I am “this” close to finishing Sunset Bridge. Even if I didn’t know that because I’m the author, I would be able to tell just by looking at the state of my house.
First sign: Nothing has been put in its proper place for months. That’s right. Months. Things have been “straightened” at least a little, but the time to get them where they really go? Could I afford that when there were sentences to rework, plot threads to tie up, characters to admonish? So things ended up in, well, for lack of a better term, deadline purgatory, that temporary abode where they don’t quite fit and sometimes, prayer is needed to get them where they really belong.
You think I’m kidding? My favorite black pants, which need to go to Florida with me this week to the Novelists Inc. conference in my hometown of St. Pete? I actually cleaned out my closet–at least the floor–looking for them, along with the “other” slipper to a pair I like best. Floor clean now, slipper still missing. The pants, however, eventually turned up in my husband’s closet, put there, most likely, by the infamous pants gremlin who sneaks in and rearranges clothing when we aren’t looking. And when we’re on deadline? He comes twice as often.

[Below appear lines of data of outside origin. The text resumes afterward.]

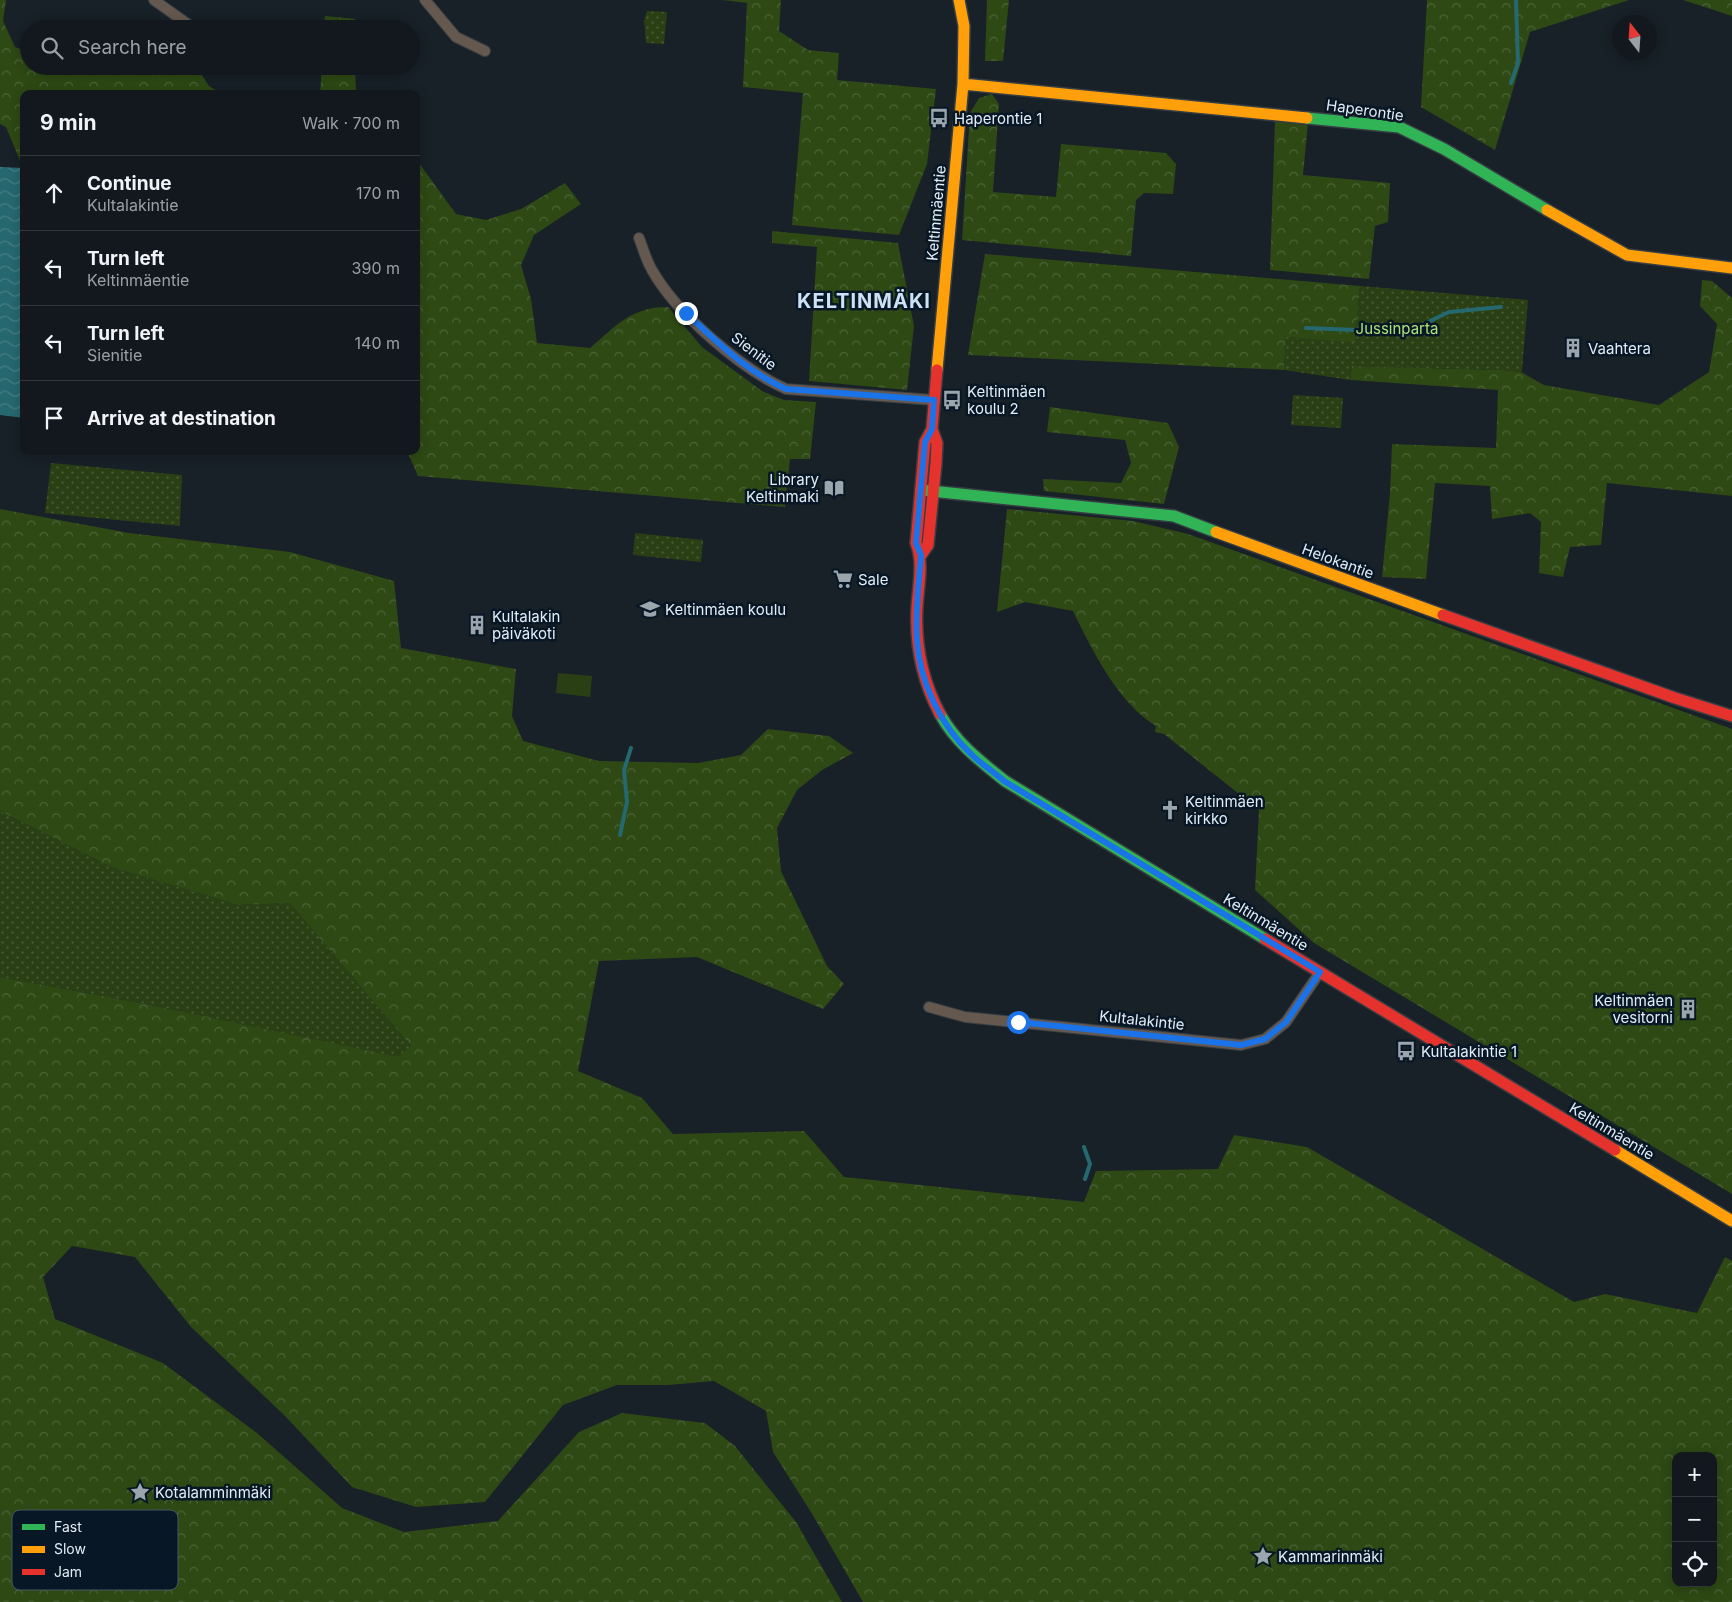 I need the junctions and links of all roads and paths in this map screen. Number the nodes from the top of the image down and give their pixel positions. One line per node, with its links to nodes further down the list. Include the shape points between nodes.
1 (154, 0): 4 (street)
2 (425, 0): 5 (street, via 456,37)
3 (958, 0): 6 (main road, Keltinmäentie, via 964,26)
4 (182, 20)
5 (485, 50)
6 (963, 84): 8 (main road, Haperontie, via 1400,127 1628,255); 9 (main road, Keltinmäentie)
7 (639, 238): 9 (street, Sienitie, via 652,270 686,313 738,361 764,379 786,389)
8 (1732, 268)
9 (934, 400): 10 (main road, Keltinmäentie)
10 (932, 429): 11 (main road, Keltinmäentie, via 925,442); 12 (main road, Keltinmäentie, via 937,443)
11 (921, 490): 12 (main road, Helokantie); 13 (main road, Keltinmäentie, via 916,543)
12 (933, 491): 13 (main road, Keltinmäentie, via 928,545); 14 (main road, Helokantie, via 1174,516 1466,624)
13 (921, 555): 15 (main road, Keltinmäentie, via 917,639 922,671 947,725 971,754 1004,781)
14 (1732, 716)
15 (1320, 972): 16 (street, Kultalakintie, via 1286,1022 1265,1039 1241,1045 965,1016); 17 (main road, Keltinmäentie)
16 (929, 1007)
17 (1732, 1221)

The slipper is still on my Most Wanted list–likely a product of the Nemo gremlin–but the Turkish cookbook with the recipe for lentil soup I’d planned to make last night? Not on my cookbook shelf. Not on my overflow cookbook shelf. Not on my desk, not on coffee tables, not beside or under my bed. Not on the sun porch. And the other recipe for lentil soup that I wanted to try? Folded neatly in, you guessed it, my Turkish cookbook. Both finally turned up on my dining room table when there was no longer enough time to make soup.
Second sign: Although we’ve been home from our summer cottage for a month, many of the things we brought back with us haven’t yet been integrated. Two jars of everything in my refrigerator, when one would do nicely. Clothes still to go to the dry cleaners. Magazines and mail yet to go through. Last night I found a $100 coupon to try Google ads, but it was three days over the deadline. Ah well, who had time anyway?

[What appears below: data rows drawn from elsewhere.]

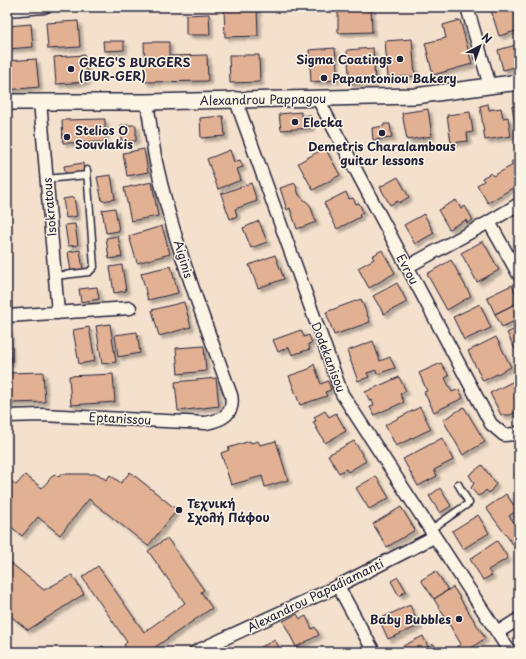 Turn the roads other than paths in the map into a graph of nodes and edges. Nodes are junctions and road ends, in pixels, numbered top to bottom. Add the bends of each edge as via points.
1 (44, 7) edge
2 (467, 7) edge
3 (7, 10) edge
4 (519, 82) edge
5 (490, 86) junction
6 (235, 98) junction
7 (318, 99) junction
8 (7, 102) edge
9 (40, 102) junction
10 (147, 102) junction
11 (46, 179) junction
12 (519, 204) edge
13 (489, 222) junction
14 (407, 267) junction
15 (519, 275) edge
16 (55, 276) junction
17 (130, 308) dead end
18 (58, 313) junction
19 (7, 316) edge
20 (229, 413) joint
21 (7, 416) edge
22 (519, 432) edge
23 (458, 484) dead end
24 (432, 533) junction
25 (338, 586) junction
26 (519, 619) edge
27 (498, 632) junction
28 (195, 652) edge
29 (374, 652) edge
30 (510, 652) edge

1 - 3 street
2 - 5 street
4 - 5 street, Alexandrou Pappagou
5 - 7 street, Alexandrou Pappagou via 415,96
6 - 7 street, Alexandrou Pappagou
6 - 10 street, Alexandrou Pappagou
6 - 24 street, Dodekanisou via 342,394
7 - 14 street, Evrou
8 - 9 street, Alexandrou Pappagou
9 - 10 street, Alexandrou Pappagou
9 - 11 street, Isokratous
10 - 20 street, Aiginis via 156,161 166,202 231,395 233,402
11 - 16 street, Isokratous
11 - 16 lane via 87,173 94,267 89,272
12 - 13 street
13 - 14 street
13 - 15 street
14 - 22 street, Evrou via 491,424 504,435
16 - 18 street, Isokratous
17 - 18 street
18 - 19 street
20 - 21 street, Eptanissou via 220,420 206,424 42,415
23 - 24 lane via 469,502
24 - 25 street, Alexandrou Papadiamanti
24 - 27 street, Dodekanisou
25 - 28 street, Alexandrou Papadiamanti
25 - 29 street
26 - 27 street
27 - 30 street, Dodekanisou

Third sign: As if to say stop ignoring me in favor of the women of Happiness Key, yesterday my garbage disposal died. The cheese drawer in my refrigerator flips down the moment the door is opened, as if my poor overcrowded fridge is sticking out its tongue. The VCR? Please! Does anybody’s VCR actually work? Apparently, since we allowed TIVO, which also died recently, the major place in our hearts, VCR has no intention of being cajoled back into favor. Even a brand new package of tapes didn’t help. Okay, too busy to shop I snatched them from a neighbor’s garbage, but they were still wrapped. How did my VCR know?

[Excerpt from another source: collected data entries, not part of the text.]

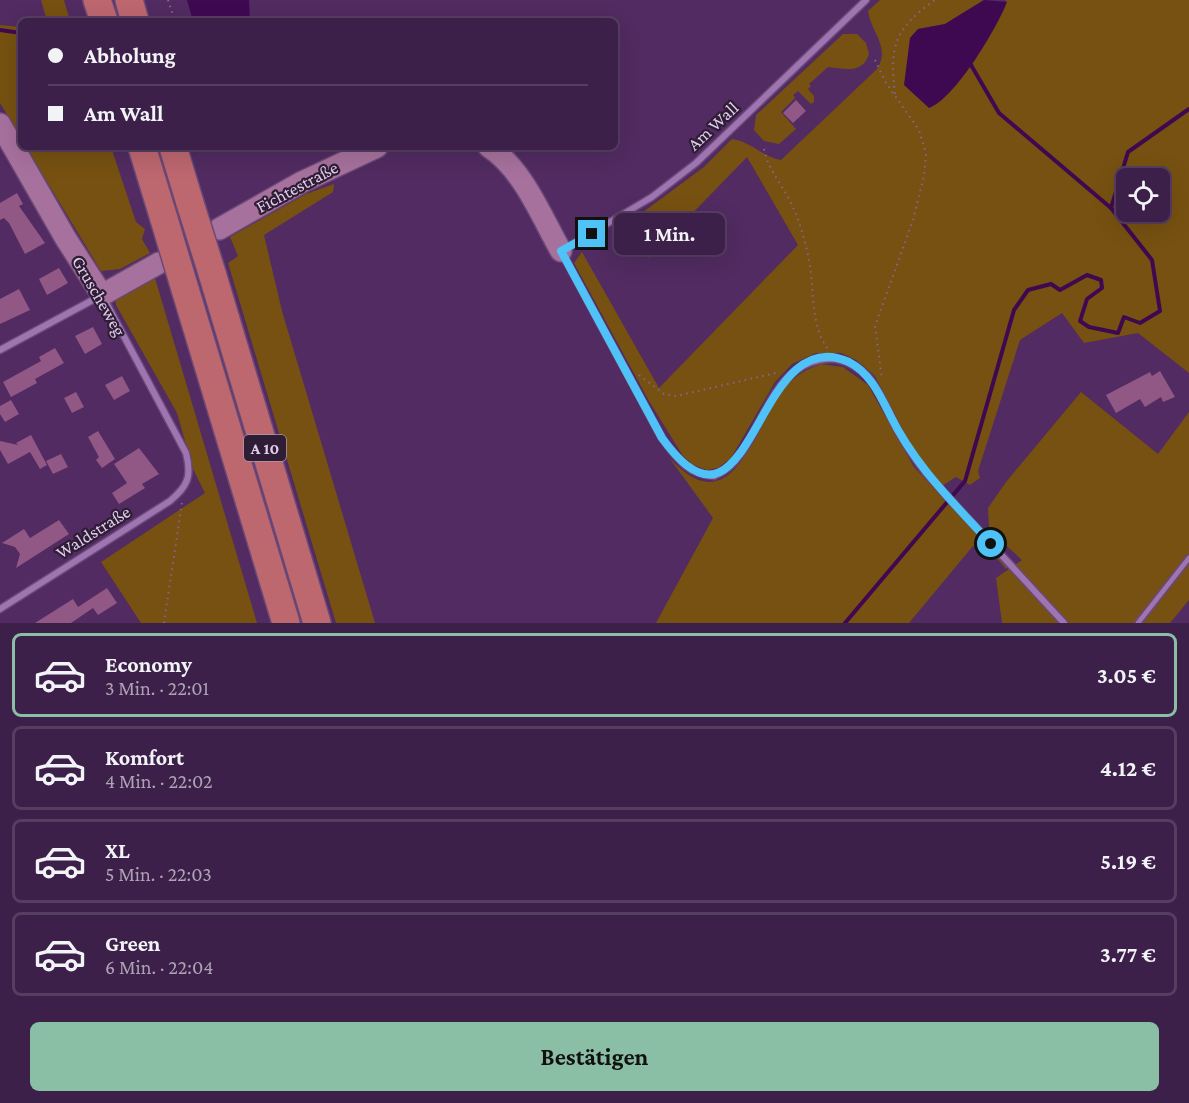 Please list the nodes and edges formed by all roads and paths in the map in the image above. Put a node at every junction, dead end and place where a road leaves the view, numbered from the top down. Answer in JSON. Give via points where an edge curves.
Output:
{"nodes":[{"id":1,"x":97,"y":0,"type":"edge"},
{"id":2,"x":129,"y":0,"type":"edge"},
{"id":3,"x":168,"y":0,"type":"edge"},
{"id":4,"x":866,"y":0,"type":"edge"},
{"id":5,"x":935,"y":0,"type":"edge"},
{"id":6,"x":103,"y":18,"type":"edge"},
{"id":7,"x":134,"y":18,"type":"edge"},
{"id":8,"x":174,"y":18,"type":"edge"},
{"id":9,"x":875,"y":60,"type":"dead end"},
{"id":10,"x":896,"y":97,"type":"junction"},
{"id":11,"x":1,"y":127,"type":"edge"},
{"id":12,"x":764,"y":149,"type":"dead end"},
{"id":13,"x":143,"y":150,"type":"edge"},
{"id":14,"x":174,"y":150,"type":"edge"},
{"id":15,"x":371,"y":150,"type":"edge"},
{"id":16,"x":492,"y":150,"type":"edge"},
{"id":17,"x":219,"y":229,"type":"dead end"},
{"id":18,"x":561,"y":251,"type":"junction"},
{"id":19,"x":159,"y":262,"type":"dead end"},
{"id":20,"x":102,"y":295,"type":"junction"},
{"id":21,"x":0,"y":350,"type":"edge"},
{"id":22,"x":835,"y":358,"type":"junction"},
{"id":23,"x":800,"y":367,"type":"junction"},
{"id":24,"x":637,"y":373,"type":"dead end"},
{"id":25,"x":879,"y":393,"type":"junction"},
{"id":26,"x":182,"y":491,"type":"junction"},
{"id":27,"x":1189,"y":558,"type":"edge"},
{"id":28,"x":0,"y":609,"type":"edge"},
{"id":29,"x":164,"y":623,"type":"edge"},
{"id":30,"x":286,"y":623,"type":"edge"},
{"id":31,"x":317,"y":623,"type":"edge"},
{"id":32,"x":1064,"y":623,"type":"edge"},
{"id":33,"x":1138,"y":623,"type":"edge"}],
"edges":[{"from":1,"to":6,"type":"highway"},
{"from":2,"to":7,"type":"highway"},
{"from":3,"to":8,"type":"path"},
{"from":4,"to":18,"type":"street","name":"Am Wall","via":[[696,163],[652,197]]},
{"from":5,"to":10,"type":"path","via":[[906,22],[897,40],[893,70]]},
{"from":9,"to":10,"type":"path"},
{"from":10,"to":25,"type":"path","via":[[919,130],[926,154],[913,220],[875,326],[882,376]]},
{"from":11,"to":20,"type":"street","name":"Gruscheweg","via":[[69,246]]},
{"from":12,"to":22,"type":"path","via":[[800,224],[813,279],[819,333]]},
{"from":13,"to":30,"type":"highway","number":"A 10","bridge":true},
{"from":14,"to":31,"type":"highway","number":"A 10","bridge":true},
{"from":15,"to":17,"type":"street","name":"Fichtestraße","via":[[302,182]]},
{"from":16,"to":18,"type":"street","via":[[520,180]]},
{"from":18,"to":23,"type":"street","via":[[662,438],[692,472],[714,476],[736,462],[770,401]]},
{"from":19,"to":20,"type":"street"},
{"from":20,"to":21,"type":"street"},
{"from":20,"to":26,"type":"street","name":"Gruscheweg","via":[[186,453],[190,471]]},
{"from":22,"to":23,"type":"street"},
{"from":22,"to":25,"type":"street","via":[[861,370]]},
{"from":23,"to":24,"type":"path","via":[[676,396],[664,394]]},
{"from":25,"to":32,"type":"street","via":[[912,455]]},
{"from":26,"to":28,"type":"street","name":"Waldstraße"},
{"from":26,"to":29,"type":"path"},
{"from":27,"to":33,"type":"lane"}]}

I can’t believe I’m saying this, but one of the finest things about sending off a book? Cleaning my house. Making peace with my appliances again. Locating the missing. I am sure, as my reward, my slipper will reappear with only a few teeth marks, my microwave will not give up the ghost, and those dust bunnies who’ve acquired names and personalities, will happily hop off to that great briar patch in the sky.
May all that happen soon. Otherwise, the next time I start a book I won’t be able to find my computer. Could we blame it for hiding?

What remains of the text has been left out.